- The problem:
The reply should hold every line of the data below, unchanged, and none of the pictures.

Saved data entries
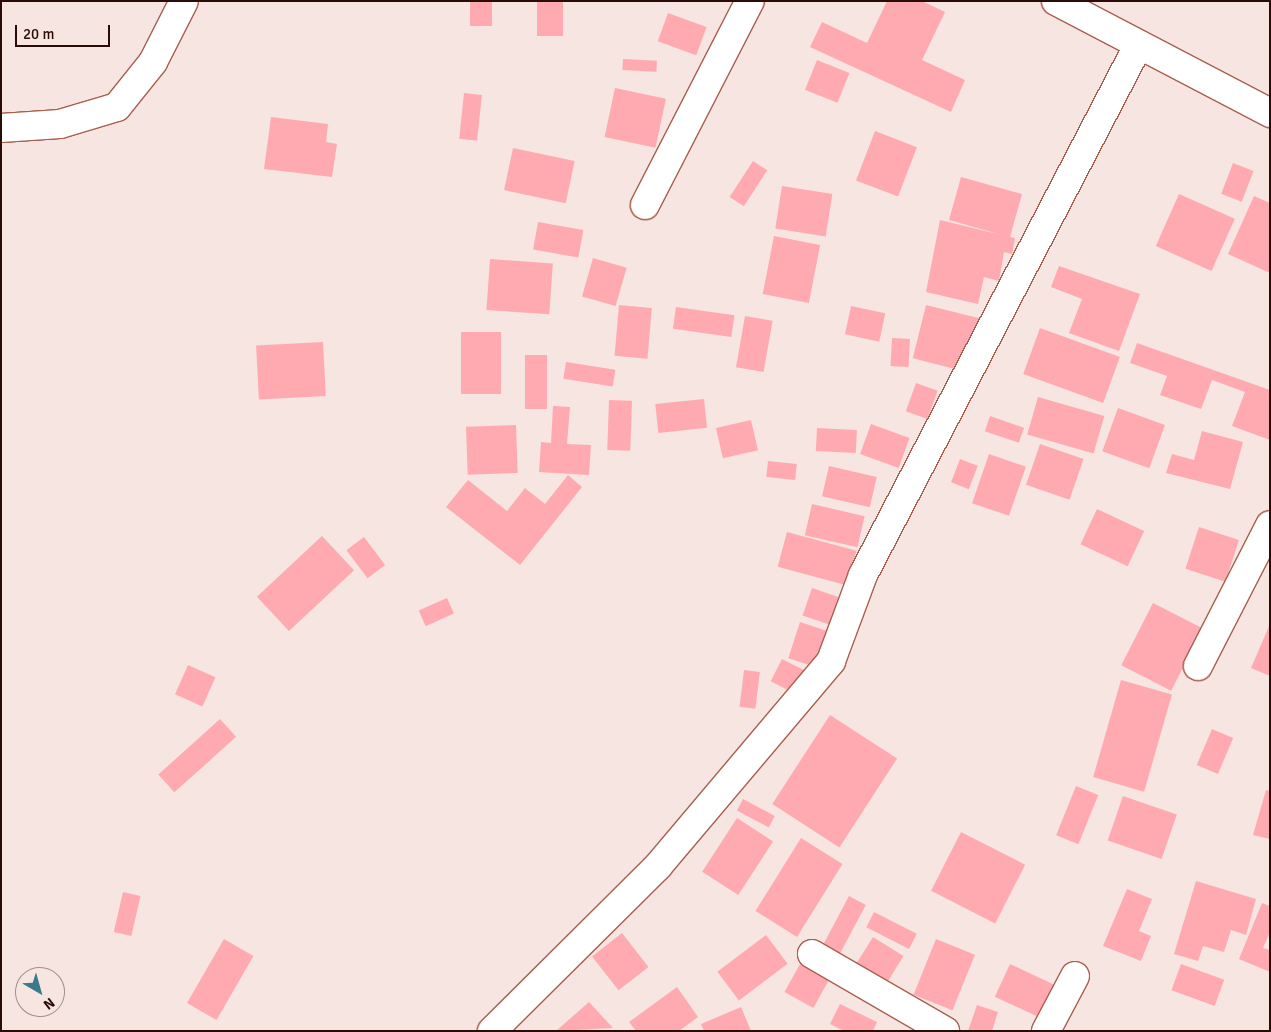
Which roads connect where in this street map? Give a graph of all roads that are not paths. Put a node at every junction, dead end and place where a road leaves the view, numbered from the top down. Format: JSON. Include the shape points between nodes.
{"nodes":[{"id":1,"x":184,"y":1,"type":"edge"},
{"id":2,"x":750,"y":1,"type":"edge"},
{"id":3,"x":1056,"y":1,"type":"edge"},
{"id":4,"x":1139,"y":44,"type":"junction"},
{"id":5,"x":1270,"y":113,"type":"edge"},
{"id":6,"x":1,"y":128,"type":"edge"},
{"id":7,"x":645,"y":205,"type":"dead end"},
{"id":8,"x":1270,"y":525,"type":"edge"},
{"id":9,"x":1198,"y":666,"type":"dead end"},
{"id":10,"x":812,"y":954,"type":"dead end"},
{"id":11,"x":1075,"y":976,"type":"dead end"},
{"id":12,"x":492,"y":1031,"type":"edge"},
{"id":13,"x":945,"y":1031,"type":"edge"},
{"id":14,"x":1046,"y":1031,"type":"edge"}],
"edges":[{"from":1,"to":6,"type":"street","via":[[153,62],[117,108],[60,124]]},
{"from":2,"to":7,"type":"street"},
{"from":3,"to":4,"type":"street"},
{"from":4,"to":5,"type":"street"},
{"from":4,"to":12,"type":"street","via":[[863,575],[831,661],[658,866]]},
{"from":8,"to":9,"type":"street"},
{"from":10,"to":13,"type":"street"},
{"from":11,"to":14,"type":"street"}]}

- The answer:
Which roads connect where in this street map? Give a graph of all roads that are not paths. Put a node at every junction, dead end and place where a road leaves the view, numbered from the top down. Format: JSON. Include the shape points between nodes.
{"nodes":[{"id":1,"x":184,"y":1,"type":"edge"},
{"id":2,"x":750,"y":1,"type":"edge"},
{"id":3,"x":1056,"y":1,"type":"edge"},
{"id":4,"x":1139,"y":44,"type":"junction"},
{"id":5,"x":1270,"y":113,"type":"edge"},
{"id":6,"x":1,"y":128,"type":"edge"},
{"id":7,"x":645,"y":205,"type":"dead end"},
{"id":8,"x":1270,"y":525,"type":"edge"},
{"id":9,"x":1198,"y":666,"type":"dead end"},
{"id":10,"x":812,"y":954,"type":"dead end"},
{"id":11,"x":1075,"y":976,"type":"dead end"},
{"id":12,"x":492,"y":1031,"type":"edge"},
{"id":13,"x":945,"y":1031,"type":"edge"},
{"id":14,"x":1046,"y":1031,"type":"edge"}],
"edges":[{"from":1,"to":6,"type":"street","via":[[153,62],[117,108],[60,124]]},
{"from":2,"to":7,"type":"street"},
{"from":3,"to":4,"type":"street"},
{"from":4,"to":5,"type":"street"},
{"from":4,"to":12,"type":"street","via":[[863,575],[831,661],[658,866]]},
{"from":8,"to":9,"type":"street"},
{"from":10,"to":13,"type":"street"},
{"from":11,"to":14,"type":"street"}]}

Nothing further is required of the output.